I managed to setup a wildcard certificate with the command:

sudo certbot --nginx --server https://acme-v02.api.letsencrypt.org/directory --preferred-challenges dns -d *.domain.cloud

Is there a way I can do this without running this whole command again?

  1. Solution with a problem: One option is to run the command with --non-interactive flag, but I need to choose Attempt to reinstall this existing certificate automatically. Otherwise I might quickly reach my daily limit renewing the certificate.

  2. Problem: A problem I have with this option is that I have removed some subdomains in Cpanel and don't know how to remove them from the wildcard cert.

Some guidance on these two would be immensely appreciated!

So if I understand correctly, you're using certbot to install the already existing certificate into a new virtualhost? I'm guessing here, but probably because certbot initially also created the HTTPS virtualhost in the first place? My suggestions:

  1. Just create the HTTPS virtualhost in nginx yourself instead of certbot. Shouldn't be too hard, right? Just create the HTTPS virtualhost with the SSL options pointing to the existing certificate and reload nginx.
  2. There's nothing to remove from the wildcard certificate? The certificate contains just the hostname *.domain.tld, any subdomain added/present in cPanel doesn't magically show up in the certificate. Or maybe I don't understand you entirely?
2 Likes

Thank you for your answer @Osiris

I'm using a platform which already creates the virtual hosts. All I need is to use certbot to correctly change all the Non-SSL blocks to use the wildcard.

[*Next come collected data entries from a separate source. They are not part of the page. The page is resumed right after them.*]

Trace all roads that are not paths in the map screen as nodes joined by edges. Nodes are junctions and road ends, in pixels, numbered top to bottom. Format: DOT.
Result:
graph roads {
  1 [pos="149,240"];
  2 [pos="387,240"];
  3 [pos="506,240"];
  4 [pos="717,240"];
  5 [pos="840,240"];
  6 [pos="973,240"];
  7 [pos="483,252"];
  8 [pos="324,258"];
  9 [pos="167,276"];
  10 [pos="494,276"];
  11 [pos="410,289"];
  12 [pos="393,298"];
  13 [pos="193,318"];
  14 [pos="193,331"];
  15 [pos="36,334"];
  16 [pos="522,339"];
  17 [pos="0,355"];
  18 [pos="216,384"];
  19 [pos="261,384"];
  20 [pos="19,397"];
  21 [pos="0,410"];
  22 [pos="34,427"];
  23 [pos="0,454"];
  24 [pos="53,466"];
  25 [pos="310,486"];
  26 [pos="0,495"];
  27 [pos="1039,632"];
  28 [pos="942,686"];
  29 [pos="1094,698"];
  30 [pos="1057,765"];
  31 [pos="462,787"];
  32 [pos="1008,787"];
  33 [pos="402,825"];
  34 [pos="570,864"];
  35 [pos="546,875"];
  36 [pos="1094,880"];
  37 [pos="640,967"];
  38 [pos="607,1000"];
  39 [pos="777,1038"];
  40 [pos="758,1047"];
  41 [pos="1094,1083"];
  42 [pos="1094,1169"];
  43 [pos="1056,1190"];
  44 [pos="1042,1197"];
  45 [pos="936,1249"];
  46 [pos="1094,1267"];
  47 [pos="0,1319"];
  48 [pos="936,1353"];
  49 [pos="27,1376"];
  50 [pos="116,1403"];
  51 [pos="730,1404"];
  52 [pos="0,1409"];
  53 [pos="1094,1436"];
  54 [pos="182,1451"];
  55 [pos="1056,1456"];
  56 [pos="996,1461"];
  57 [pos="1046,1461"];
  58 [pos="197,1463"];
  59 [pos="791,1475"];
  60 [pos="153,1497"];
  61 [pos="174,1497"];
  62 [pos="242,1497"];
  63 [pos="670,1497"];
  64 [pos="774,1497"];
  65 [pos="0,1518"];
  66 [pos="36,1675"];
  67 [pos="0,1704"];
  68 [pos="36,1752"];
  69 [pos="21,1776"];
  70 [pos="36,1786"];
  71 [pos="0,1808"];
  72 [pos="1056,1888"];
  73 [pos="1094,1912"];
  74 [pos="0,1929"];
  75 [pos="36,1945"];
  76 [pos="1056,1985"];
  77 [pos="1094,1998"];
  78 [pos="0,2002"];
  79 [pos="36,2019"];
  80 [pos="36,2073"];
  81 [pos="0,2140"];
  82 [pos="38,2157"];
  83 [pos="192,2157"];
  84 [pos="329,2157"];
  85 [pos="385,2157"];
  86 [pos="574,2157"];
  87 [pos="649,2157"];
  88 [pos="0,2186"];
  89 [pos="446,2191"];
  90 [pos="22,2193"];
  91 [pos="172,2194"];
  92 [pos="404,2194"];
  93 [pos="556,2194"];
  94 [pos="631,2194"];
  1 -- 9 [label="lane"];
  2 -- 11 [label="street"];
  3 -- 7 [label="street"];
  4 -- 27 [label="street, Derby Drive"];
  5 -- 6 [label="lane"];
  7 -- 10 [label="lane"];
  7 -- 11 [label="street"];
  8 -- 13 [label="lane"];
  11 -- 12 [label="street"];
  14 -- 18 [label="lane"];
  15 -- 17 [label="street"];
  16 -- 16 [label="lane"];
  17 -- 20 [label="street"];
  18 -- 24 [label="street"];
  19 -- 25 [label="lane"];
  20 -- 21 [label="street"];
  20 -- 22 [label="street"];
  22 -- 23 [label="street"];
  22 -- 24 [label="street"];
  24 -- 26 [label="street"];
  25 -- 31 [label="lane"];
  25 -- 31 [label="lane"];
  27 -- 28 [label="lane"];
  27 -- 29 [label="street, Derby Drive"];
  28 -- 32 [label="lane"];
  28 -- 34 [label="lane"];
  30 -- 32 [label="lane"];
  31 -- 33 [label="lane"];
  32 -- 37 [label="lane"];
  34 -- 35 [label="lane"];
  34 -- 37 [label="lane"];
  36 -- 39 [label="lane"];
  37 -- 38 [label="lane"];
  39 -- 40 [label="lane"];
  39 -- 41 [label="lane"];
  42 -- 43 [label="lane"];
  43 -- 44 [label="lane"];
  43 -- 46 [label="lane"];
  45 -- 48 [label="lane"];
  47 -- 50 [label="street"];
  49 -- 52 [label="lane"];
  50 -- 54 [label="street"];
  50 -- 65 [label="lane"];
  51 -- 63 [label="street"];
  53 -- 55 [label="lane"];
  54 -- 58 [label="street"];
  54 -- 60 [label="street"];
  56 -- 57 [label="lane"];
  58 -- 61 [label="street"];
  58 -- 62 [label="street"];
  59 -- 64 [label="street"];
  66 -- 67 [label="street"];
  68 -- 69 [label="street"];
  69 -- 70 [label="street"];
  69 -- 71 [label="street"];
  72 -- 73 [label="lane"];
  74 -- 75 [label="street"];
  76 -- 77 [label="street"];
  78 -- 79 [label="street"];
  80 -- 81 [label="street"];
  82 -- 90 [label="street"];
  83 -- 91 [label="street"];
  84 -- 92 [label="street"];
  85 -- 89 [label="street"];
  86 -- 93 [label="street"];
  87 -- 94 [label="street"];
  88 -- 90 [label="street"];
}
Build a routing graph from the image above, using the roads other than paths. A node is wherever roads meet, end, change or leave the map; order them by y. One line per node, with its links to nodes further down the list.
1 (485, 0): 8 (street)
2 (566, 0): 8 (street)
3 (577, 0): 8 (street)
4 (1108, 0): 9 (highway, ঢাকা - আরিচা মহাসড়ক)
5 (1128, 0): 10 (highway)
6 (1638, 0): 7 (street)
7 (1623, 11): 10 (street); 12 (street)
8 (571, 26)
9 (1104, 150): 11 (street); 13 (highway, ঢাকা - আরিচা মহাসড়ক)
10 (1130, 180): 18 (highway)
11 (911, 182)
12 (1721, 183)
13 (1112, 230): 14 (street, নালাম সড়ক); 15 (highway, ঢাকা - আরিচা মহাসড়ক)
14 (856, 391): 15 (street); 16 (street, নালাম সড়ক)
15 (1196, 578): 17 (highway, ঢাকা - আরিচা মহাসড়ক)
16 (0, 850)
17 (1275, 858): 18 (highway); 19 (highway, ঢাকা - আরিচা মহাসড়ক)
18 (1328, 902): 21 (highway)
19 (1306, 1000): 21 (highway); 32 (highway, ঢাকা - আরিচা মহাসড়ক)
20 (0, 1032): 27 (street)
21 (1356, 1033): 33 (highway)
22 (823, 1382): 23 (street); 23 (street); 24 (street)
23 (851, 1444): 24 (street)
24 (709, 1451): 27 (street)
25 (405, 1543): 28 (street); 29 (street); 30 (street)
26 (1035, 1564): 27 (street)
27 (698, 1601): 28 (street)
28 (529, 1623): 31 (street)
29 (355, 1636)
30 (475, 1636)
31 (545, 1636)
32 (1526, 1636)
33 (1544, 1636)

I've just learnt that I can do this with certbot install --nginx --cert-name domain.cloud

But how do I tell certbot to install over all the nginx server blocks when I add --non-interactive?

1 Like

It seems an option called --reinstall exists, which is an alias for --keep-until-expiring. The latter name doesn't seem to inspire much confidence in the behaviour we require, but --reinstall does. So maybe it could work?

2 Likes

Any idea on how to tell certbot to do this for all virtualhosts aka server blocks?

You reference "domain.cloud" and then use wildcard defined as "*.domain.cloud".
I must point out that by default "*.domain.cloud" will not cover the name "domain.cloud".
If you mean "SiteX.domain.cloud", then yes, the wilcard would cover that name.

Using certbot to simply install a cert should be a viable option to this request.
But I think you may need some more detail in that command line.
You need to specify:
certbot
install
--nginx
--cert-name {actual cert name - see: certbot certificates for name}
-d {list of domains - keeping names to match those on one vhost}

[then repeat that command once for each vhost that needs TLS enabled]

EDIT: You may also need to include if you want it to redirect HTTP to HTTPS or not.

2 Likes

Thank you @rg305

I just cant imagine running a command with a thousand chained domains (-d sud.domain.cloud). I was hoping I could do something like -d *.domain.cloud

Think that through!
You are asking certbot to create one single file with each request.
So if that were to happen with one single call, it would catch all your FQDNs into one single vhost file - with one single document root location - serving the content from only one site.

What you want is to site back, click one button, and have something else do the work for you [a thousand times over].
Not knocking your groove - just saying if you want that to happen you will have to write some code to get the system to work for you.

Think:

do until no more vhosts:
 get the next insecure vhost
 create a secure version using certbot and variables.
loop d loop:
2 Likes

Try using the --cert-name and the -d option! Might just work! Maybe not, I dunno.. Worth a try.

1 Like

Please don't try putting all the FQDNs into one call.
If it happens to succeed, you will only end up with one vhost with a ton of alias names and likely break your nginx config in the process.
[I have doubts that it could even complete such an outrageous request - but nothing good would come of it if it would]

1 Like

Gotcha @rg305, thank you for your thoughtful input.

@Osiris
It seems adding the new site with -d site.domain.cloud does not disturb the existing ones. This suffices for now... til it goes tits up again.

I remember before the wildcard cert, running certbot --nginx -d something.com kept messing with all the other sites.

I appreciate you guys, spending a Friday evening(?) helping an internet stranger

3 Likes

Afternoon :wink:

3 Likes

This topic was automatically closed 30 days after the last reply. New replies are no longer allowed.